New technology like the internet of things, ubiquitous & near free communication, and cheap computing power, allow Concirrus to access this behavioural data and turn it into real-time, actionable insights.

In any syndicated market, the good risks subsidize the bad and with Concirrus’ solution we believe that a ‘mass customisation’ approach to pricing can be introduced. We hope that this focus and our respectful insertion into the marketplace will demonstrate that adoption of this can unlock the ‘soft market’ by allowing insurers to accurately price each risk.

Do you have a prediction for what the industry looks like in 20 years?

Amazon! But it won’t take 20 years. A marketplace where risks can be placed, underwritten and managed.

Today where we see brokers and risk transfer, in the future we will see risk advisors, risk managers, and the securitisation of risks. This will open the markets to new sources of capital and equally new sources of risks. The ‘immediate’ placement of risks and execution of insurance will be akin to the ‘in game betting’ we see today.

A new world? Perhaps, but maybe just the next chapter in what’s been a fascinating 200-year journey.

About Andy:

Andy co-founded Concirrus in 2012 following a long and successful track record in telematics and extensive experience of fast-growth business strategies, turnarounds, mergers and acquisitions. Prior to Concirrus he worked with Trimble Navigation where, as Managing Director, he expanded the business across Europe, America and Asia.

Andy has spent many years working with insurers across both commercial and personal lines to transform their businesses through technology. As a result, he has established himself as a thought leader in the Internet of Things and is passionate about the new business models that technology can unlock for insurers and their customers.

Concirrus are pioneering a real-time, behavioural approach to underwriting and risk management, made possible by technology like the internet of things, ubiquitous and near free communication, and cheap computing. Concirrus is focused on the commercial marine insurance market and personal lines motor.

As well as being the CEO of Concirrus, Andrew is the Cofounder of Youtoggle, holds non-executive directorships and Chairman roles and regularly advises the VC and PE community.

About Concirrus:

Concirrus is the creator of Quest, real-time behavioural insights software for commercial marine and motor insurers. Quest helps commercial marine and motor insurers understand the behaviour of the insured asset or individual and actively manage their risks in real-time.

Quest, accesses and interprets large sets of data, such as vessel statistics, movements, machinery information and driver behaviour, and combines this with an insurer’s own information to reveal the behaviours that correlate to claims.

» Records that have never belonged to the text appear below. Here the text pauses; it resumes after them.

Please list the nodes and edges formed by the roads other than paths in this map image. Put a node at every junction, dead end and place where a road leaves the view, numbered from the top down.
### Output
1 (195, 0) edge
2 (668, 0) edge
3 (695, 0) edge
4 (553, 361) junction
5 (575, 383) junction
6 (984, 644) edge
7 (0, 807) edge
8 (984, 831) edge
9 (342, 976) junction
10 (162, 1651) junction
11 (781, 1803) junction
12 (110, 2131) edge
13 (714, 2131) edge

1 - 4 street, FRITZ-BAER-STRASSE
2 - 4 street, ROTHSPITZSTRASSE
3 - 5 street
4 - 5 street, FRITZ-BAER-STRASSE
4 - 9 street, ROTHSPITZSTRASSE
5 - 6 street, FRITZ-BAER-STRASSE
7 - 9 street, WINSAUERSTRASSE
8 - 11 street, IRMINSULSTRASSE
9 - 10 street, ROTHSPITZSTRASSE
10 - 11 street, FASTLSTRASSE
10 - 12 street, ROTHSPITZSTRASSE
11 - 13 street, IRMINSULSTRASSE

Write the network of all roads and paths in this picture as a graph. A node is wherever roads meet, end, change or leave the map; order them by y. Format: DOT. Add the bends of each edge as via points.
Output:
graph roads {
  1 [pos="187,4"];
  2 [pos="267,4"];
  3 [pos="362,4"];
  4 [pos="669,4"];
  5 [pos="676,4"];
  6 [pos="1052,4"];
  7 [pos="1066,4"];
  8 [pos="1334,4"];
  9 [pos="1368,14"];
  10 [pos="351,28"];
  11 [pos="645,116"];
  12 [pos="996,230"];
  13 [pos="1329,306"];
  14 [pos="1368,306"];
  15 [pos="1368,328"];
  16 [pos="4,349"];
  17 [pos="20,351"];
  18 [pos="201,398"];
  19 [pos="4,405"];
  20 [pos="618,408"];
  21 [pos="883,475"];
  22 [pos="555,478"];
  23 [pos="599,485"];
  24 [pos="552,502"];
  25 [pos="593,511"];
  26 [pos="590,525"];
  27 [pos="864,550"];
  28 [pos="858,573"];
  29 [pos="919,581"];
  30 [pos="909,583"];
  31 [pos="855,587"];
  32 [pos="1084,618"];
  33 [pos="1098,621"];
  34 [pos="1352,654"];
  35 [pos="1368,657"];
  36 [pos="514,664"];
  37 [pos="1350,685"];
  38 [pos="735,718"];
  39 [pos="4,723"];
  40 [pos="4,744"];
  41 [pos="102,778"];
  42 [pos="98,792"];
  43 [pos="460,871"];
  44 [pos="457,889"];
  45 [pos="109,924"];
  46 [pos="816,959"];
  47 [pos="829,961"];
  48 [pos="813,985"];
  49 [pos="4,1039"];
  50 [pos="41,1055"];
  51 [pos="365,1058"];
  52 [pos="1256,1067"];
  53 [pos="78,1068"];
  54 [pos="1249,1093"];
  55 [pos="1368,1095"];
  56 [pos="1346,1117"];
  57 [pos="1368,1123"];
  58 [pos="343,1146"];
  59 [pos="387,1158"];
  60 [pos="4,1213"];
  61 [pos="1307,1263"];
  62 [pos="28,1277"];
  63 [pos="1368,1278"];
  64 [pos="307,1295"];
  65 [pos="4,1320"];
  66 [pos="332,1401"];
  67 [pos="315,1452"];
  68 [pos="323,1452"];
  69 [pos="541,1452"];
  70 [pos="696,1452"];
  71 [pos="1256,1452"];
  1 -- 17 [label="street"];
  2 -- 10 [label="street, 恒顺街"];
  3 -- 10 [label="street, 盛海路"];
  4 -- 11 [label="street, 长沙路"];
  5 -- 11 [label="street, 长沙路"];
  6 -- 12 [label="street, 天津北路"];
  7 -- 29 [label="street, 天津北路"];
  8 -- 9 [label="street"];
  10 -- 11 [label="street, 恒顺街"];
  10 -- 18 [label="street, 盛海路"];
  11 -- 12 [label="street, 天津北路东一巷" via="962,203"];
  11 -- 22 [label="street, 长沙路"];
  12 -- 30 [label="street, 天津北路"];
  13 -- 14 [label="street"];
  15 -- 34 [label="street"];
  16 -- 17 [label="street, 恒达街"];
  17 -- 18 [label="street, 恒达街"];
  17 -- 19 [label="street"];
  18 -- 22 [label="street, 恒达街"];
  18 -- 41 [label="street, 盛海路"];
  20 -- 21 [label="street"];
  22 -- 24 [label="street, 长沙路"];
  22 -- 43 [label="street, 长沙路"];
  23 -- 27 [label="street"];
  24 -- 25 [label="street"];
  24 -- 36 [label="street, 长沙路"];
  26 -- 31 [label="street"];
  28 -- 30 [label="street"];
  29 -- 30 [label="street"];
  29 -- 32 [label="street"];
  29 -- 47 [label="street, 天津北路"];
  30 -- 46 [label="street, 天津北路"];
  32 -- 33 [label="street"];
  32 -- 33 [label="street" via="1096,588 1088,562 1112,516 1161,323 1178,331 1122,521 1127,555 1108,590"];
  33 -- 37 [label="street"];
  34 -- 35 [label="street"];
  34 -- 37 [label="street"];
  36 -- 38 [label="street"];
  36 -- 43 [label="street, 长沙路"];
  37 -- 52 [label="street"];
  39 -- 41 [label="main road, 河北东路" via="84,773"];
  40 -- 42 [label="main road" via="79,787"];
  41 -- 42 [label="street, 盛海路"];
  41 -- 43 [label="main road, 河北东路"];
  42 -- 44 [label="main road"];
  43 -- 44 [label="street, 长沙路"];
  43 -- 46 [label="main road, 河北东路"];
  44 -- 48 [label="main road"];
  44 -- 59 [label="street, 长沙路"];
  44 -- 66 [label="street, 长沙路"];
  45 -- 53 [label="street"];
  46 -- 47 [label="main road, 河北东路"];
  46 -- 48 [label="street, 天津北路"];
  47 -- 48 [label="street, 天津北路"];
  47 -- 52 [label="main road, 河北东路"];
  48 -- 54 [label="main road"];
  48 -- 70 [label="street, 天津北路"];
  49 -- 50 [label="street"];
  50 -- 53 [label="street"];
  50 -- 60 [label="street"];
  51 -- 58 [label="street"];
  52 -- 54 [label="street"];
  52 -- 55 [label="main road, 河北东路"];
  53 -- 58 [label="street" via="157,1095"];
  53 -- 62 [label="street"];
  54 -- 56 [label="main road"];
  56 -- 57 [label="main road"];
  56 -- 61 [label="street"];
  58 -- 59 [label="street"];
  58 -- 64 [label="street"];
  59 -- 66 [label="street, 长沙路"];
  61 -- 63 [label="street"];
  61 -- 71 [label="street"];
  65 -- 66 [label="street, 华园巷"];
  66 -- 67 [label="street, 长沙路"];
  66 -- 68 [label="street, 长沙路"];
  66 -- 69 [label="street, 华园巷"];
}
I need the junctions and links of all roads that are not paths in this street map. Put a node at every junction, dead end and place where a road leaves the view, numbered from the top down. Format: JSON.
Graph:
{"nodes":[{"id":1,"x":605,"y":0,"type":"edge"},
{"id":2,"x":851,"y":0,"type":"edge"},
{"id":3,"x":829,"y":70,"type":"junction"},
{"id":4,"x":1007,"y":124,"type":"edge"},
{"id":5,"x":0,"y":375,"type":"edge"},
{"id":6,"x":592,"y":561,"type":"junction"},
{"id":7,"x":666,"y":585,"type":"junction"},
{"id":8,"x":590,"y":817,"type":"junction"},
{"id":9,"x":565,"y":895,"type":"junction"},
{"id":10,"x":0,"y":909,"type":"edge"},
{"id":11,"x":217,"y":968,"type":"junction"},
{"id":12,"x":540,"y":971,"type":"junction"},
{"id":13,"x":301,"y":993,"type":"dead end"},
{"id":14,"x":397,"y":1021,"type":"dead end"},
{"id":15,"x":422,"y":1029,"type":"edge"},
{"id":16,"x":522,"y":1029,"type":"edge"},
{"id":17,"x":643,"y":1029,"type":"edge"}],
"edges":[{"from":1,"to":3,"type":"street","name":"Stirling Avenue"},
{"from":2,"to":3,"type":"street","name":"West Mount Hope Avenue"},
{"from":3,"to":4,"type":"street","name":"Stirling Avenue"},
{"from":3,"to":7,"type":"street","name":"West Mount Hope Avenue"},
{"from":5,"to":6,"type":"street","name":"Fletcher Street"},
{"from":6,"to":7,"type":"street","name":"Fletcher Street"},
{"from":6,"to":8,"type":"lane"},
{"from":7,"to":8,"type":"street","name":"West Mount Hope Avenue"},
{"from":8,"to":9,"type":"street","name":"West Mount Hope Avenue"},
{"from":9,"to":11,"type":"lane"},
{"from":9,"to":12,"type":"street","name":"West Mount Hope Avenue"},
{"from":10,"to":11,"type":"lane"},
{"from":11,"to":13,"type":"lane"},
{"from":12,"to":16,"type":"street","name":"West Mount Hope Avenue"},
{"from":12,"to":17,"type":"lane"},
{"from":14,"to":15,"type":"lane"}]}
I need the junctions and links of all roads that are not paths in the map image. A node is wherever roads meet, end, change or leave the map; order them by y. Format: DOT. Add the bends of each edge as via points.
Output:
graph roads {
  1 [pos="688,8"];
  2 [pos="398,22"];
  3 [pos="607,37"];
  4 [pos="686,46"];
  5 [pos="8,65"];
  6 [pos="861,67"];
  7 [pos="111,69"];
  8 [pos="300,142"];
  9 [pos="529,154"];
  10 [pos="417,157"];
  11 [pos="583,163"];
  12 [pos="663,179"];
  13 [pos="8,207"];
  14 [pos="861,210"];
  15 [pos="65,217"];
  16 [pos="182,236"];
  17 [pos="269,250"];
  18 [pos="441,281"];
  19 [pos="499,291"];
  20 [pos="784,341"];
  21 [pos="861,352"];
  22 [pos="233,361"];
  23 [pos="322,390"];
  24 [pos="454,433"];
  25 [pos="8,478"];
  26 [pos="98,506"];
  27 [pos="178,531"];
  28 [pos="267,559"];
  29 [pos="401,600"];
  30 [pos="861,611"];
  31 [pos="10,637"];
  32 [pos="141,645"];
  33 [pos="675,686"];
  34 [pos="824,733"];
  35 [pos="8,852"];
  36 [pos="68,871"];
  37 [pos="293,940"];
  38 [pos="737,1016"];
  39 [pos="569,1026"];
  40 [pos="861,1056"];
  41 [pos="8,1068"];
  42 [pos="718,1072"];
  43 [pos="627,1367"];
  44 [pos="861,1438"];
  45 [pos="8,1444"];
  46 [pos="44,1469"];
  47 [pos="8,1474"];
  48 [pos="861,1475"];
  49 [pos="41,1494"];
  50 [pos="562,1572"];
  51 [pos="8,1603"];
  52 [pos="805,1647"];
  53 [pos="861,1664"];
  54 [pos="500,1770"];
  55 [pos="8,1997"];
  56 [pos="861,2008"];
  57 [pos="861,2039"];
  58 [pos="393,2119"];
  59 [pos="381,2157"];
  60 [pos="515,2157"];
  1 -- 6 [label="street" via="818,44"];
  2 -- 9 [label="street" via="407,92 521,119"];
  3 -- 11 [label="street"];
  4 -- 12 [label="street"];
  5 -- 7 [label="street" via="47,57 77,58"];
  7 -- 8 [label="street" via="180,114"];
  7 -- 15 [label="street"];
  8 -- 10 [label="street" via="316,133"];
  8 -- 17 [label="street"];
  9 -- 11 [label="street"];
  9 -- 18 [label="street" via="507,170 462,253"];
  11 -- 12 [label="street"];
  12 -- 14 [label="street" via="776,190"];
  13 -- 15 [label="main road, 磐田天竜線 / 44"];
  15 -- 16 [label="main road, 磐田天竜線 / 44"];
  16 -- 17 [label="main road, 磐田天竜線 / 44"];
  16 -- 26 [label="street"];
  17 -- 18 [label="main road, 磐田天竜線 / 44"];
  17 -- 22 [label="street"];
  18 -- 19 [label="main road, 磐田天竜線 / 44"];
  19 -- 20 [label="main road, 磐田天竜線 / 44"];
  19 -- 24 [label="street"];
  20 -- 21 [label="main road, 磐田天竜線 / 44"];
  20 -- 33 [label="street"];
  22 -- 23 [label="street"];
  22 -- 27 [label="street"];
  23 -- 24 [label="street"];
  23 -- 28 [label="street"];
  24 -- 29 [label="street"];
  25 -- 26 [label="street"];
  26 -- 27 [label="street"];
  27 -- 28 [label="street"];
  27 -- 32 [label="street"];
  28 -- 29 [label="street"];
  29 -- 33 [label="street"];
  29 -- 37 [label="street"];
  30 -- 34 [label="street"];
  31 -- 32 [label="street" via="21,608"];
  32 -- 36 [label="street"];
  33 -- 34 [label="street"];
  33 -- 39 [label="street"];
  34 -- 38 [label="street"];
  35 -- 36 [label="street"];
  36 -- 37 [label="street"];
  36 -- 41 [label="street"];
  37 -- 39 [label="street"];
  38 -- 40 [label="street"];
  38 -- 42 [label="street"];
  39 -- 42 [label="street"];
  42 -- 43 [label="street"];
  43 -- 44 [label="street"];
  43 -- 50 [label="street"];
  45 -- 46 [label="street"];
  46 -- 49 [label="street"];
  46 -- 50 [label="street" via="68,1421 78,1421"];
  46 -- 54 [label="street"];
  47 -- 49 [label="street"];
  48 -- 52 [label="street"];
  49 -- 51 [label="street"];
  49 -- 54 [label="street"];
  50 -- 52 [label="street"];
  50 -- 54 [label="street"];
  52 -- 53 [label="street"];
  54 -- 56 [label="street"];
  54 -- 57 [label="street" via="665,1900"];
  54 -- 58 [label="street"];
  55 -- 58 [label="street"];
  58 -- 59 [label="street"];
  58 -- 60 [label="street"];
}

This new way of working presents exciting opportunities for marine and motor insurance underwriters to manage the loss ratios of their risk pools, and accurately price new business with or without claims history. As a result, marine insurers can offer enhanced customer-centric products, reduce losses and operating costs, increase profit margins and build more collaborative relationships with their brokers and customers.